WORK REQUIRED:
Transcribe the entries exactly. Omit the pictures.

# # # # # # #

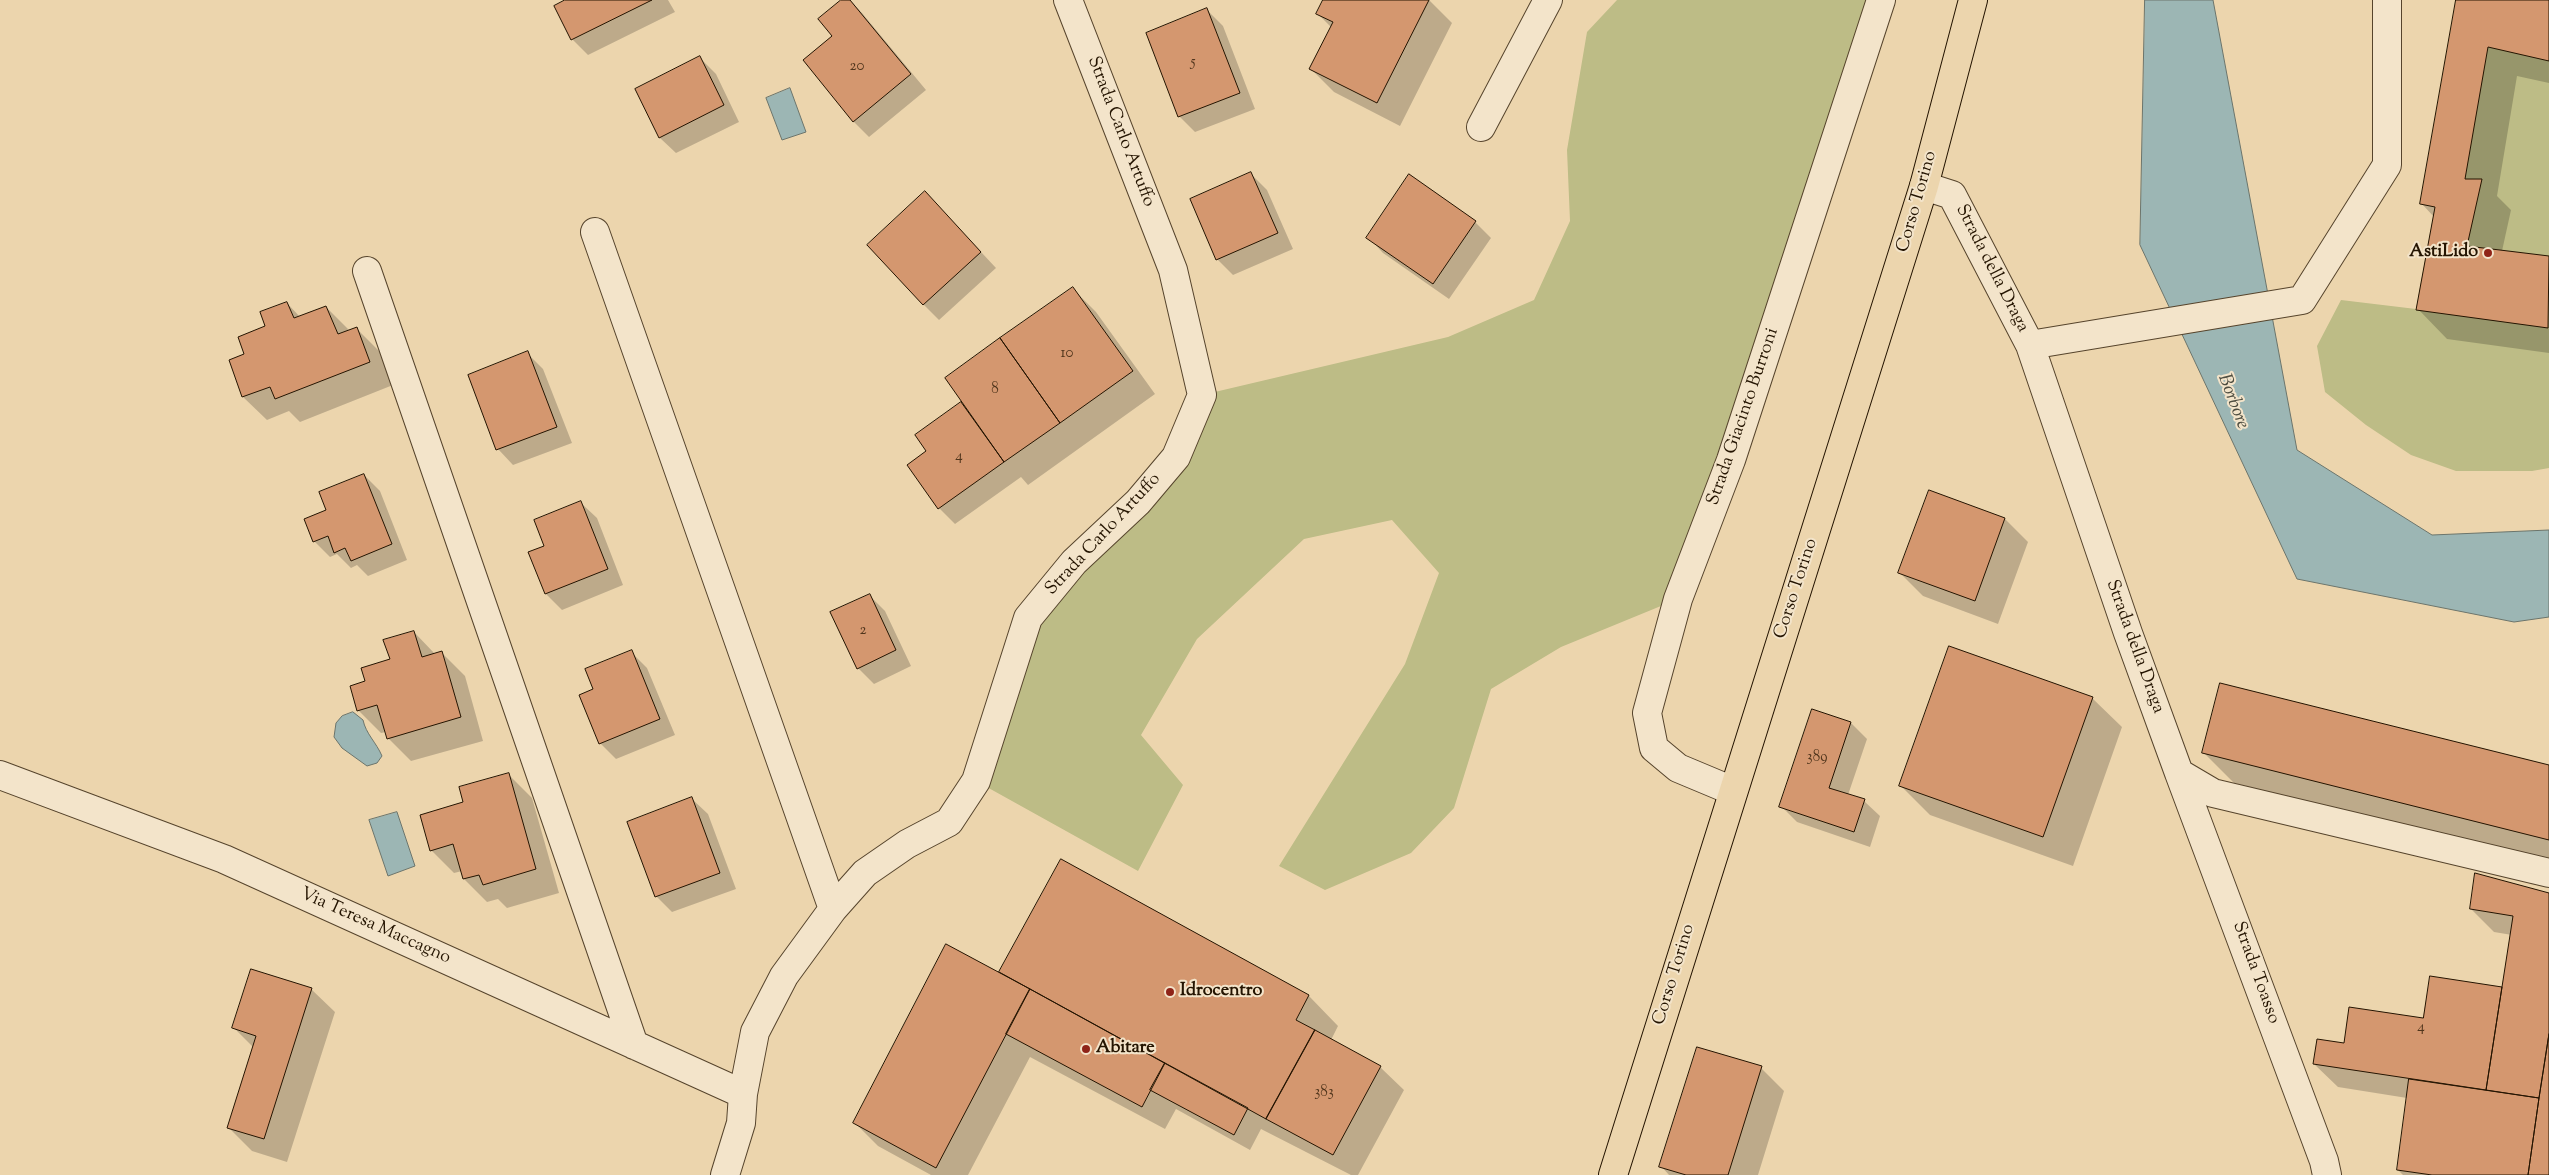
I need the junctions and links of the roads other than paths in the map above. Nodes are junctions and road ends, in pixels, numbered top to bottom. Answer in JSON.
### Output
{"nodes":[{"id":1,"x":1068,"y":0,"type":"edge"},
{"id":2,"x":1548,"y":0,"type":"edge"},
{"id":3,"x":1881,"y":0,"type":"edge"},
{"id":4,"x":1973,"y":0,"type":"edge"},
{"id":5,"x":2387,"y":0,"type":"edge"},
{"id":6,"x":1480,"y":127,"type":"dead end"},
{"id":7,"x":1924,"y":186,"type":"junction"},
{"id":8,"x":595,"y":232,"type":"dead end"},
{"id":9,"x":367,"y":271,"type":"dead end"},
{"id":10,"x":2030,"y":345,"type":"junction"},
{"id":11,"x":2179,"y":773,"type":"junction"},
{"id":12,"x":0,"y":774,"type":"edge"},
{"id":13,"x":1733,"y":791,"type":"junction"},
{"id":14,"x":2549,"y":873,"type":"edge"},
{"id":15,"x":833,"y":909,"type":"junction"},
{"id":16,"x":634,"y":1045,"type":"junction"},
{"id":17,"x":743,"y":1094,"type":"junction"},
{"id":18,"x":725,"y":1175,"type":"edge"},
{"id":19,"x":1612,"y":1175,"type":"edge"},
{"id":20,"x":2327,"y":1175,"type":"edge"}],
"edges":[{"from":1,"to":15,"type":"street","name":"Strada Carlo Artuffo"},
{"from":2,"to":6,"type":"street"},
{"from":3,"to":13,"type":"street","name":"Strada Giacinto Burroni"},
{"from":4,"to":7,"type":"main road","name":"Corso Torino"},
{"from":5,"to":10,"type":"street"},
{"from":7,"to":10,"type":"street","name":"Strada della Draga"},
{"from":7,"to":13,"type":"main road","name":"Corso Torino"},
{"from":8,"to":15,"type":"street"},
{"from":9,"to":16,"type":"street"},
{"from":10,"to":11,"type":"street","name":"Strada della Draga"},
{"from":11,"to":14,"type":"street"},
{"from":11,"to":20,"type":"street","name":"Strada Toasso"},
{"from":12,"to":16,"type":"street","name":"Via Teresa Maccagno"},
{"from":13,"to":19,"type":"main road","name":"Corso Torino"},
{"from":15,"to":17,"type":"street","name":"Strada Carlo Artuffo"},
{"from":16,"to":17,"type":"street","name":"Via Teresa Maccagno"},
{"from":17,"to":18,"type":"street","name":"Strada Carlo Artuffo"}]}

# # # # # # #

SOLUTION TO THIS TASK:
I need the junctions and links of the roads other than paths in the map above. Nodes are junctions and road ends, in pixels, numbered top to bottom. Answer in JSON.
### Output
{"nodes":[{"id":1,"x":1068,"y":0,"type":"edge"},
{"id":2,"x":1548,"y":0,"type":"edge"},
{"id":3,"x":1881,"y":0,"type":"edge"},
{"id":4,"x":1973,"y":0,"type":"edge"},
{"id":5,"x":2387,"y":0,"type":"edge"},
{"id":6,"x":1480,"y":127,"type":"dead end"},
{"id":7,"x":1924,"y":186,"type":"junction"},
{"id":8,"x":595,"y":232,"type":"dead end"},
{"id":9,"x":367,"y":271,"type":"dead end"},
{"id":10,"x":2030,"y":345,"type":"junction"},
{"id":11,"x":2179,"y":773,"type":"junction"},
{"id":12,"x":0,"y":774,"type":"edge"},
{"id":13,"x":1733,"y":791,"type":"junction"},
{"id":14,"x":2549,"y":873,"type":"edge"},
{"id":15,"x":833,"y":909,"type":"junction"},
{"id":16,"x":634,"y":1045,"type":"junction"},
{"id":17,"x":743,"y":1094,"type":"junction"},
{"id":18,"x":725,"y":1175,"type":"edge"},
{"id":19,"x":1612,"y":1175,"type":"edge"},
{"id":20,"x":2327,"y":1175,"type":"edge"}],
"edges":[{"from":1,"to":15,"type":"street","name":"Strada Carlo Artuffo"},
{"from":2,"to":6,"type":"street"},
{"from":3,"to":13,"type":"street","name":"Strada Giacinto Burroni"},
{"from":4,"to":7,"type":"main road","name":"Corso Torino"},
{"from":5,"to":10,"type":"street"},
{"from":7,"to":10,"type":"street","name":"Strada della Draga"},
{"from":7,"to":13,"type":"main road","name":"Corso Torino"},
{"from":8,"to":15,"type":"street"},
{"from":9,"to":16,"type":"street"},
{"from":10,"to":11,"type":"street","name":"Strada della Draga"},
{"from":11,"to":14,"type":"street"},
{"from":11,"to":20,"type":"street","name":"Strada Toasso"},
{"from":12,"to":16,"type":"street","name":"Via Teresa Maccagno"},
{"from":13,"to":19,"type":"main road","name":"Corso Torino"},
{"from":15,"to":17,"type":"street","name":"Strada Carlo Artuffo"},
{"from":16,"to":17,"type":"street","name":"Via Teresa Maccagno"},
{"from":17,"to":18,"type":"street","name":"Strada Carlo Artuffo"}]}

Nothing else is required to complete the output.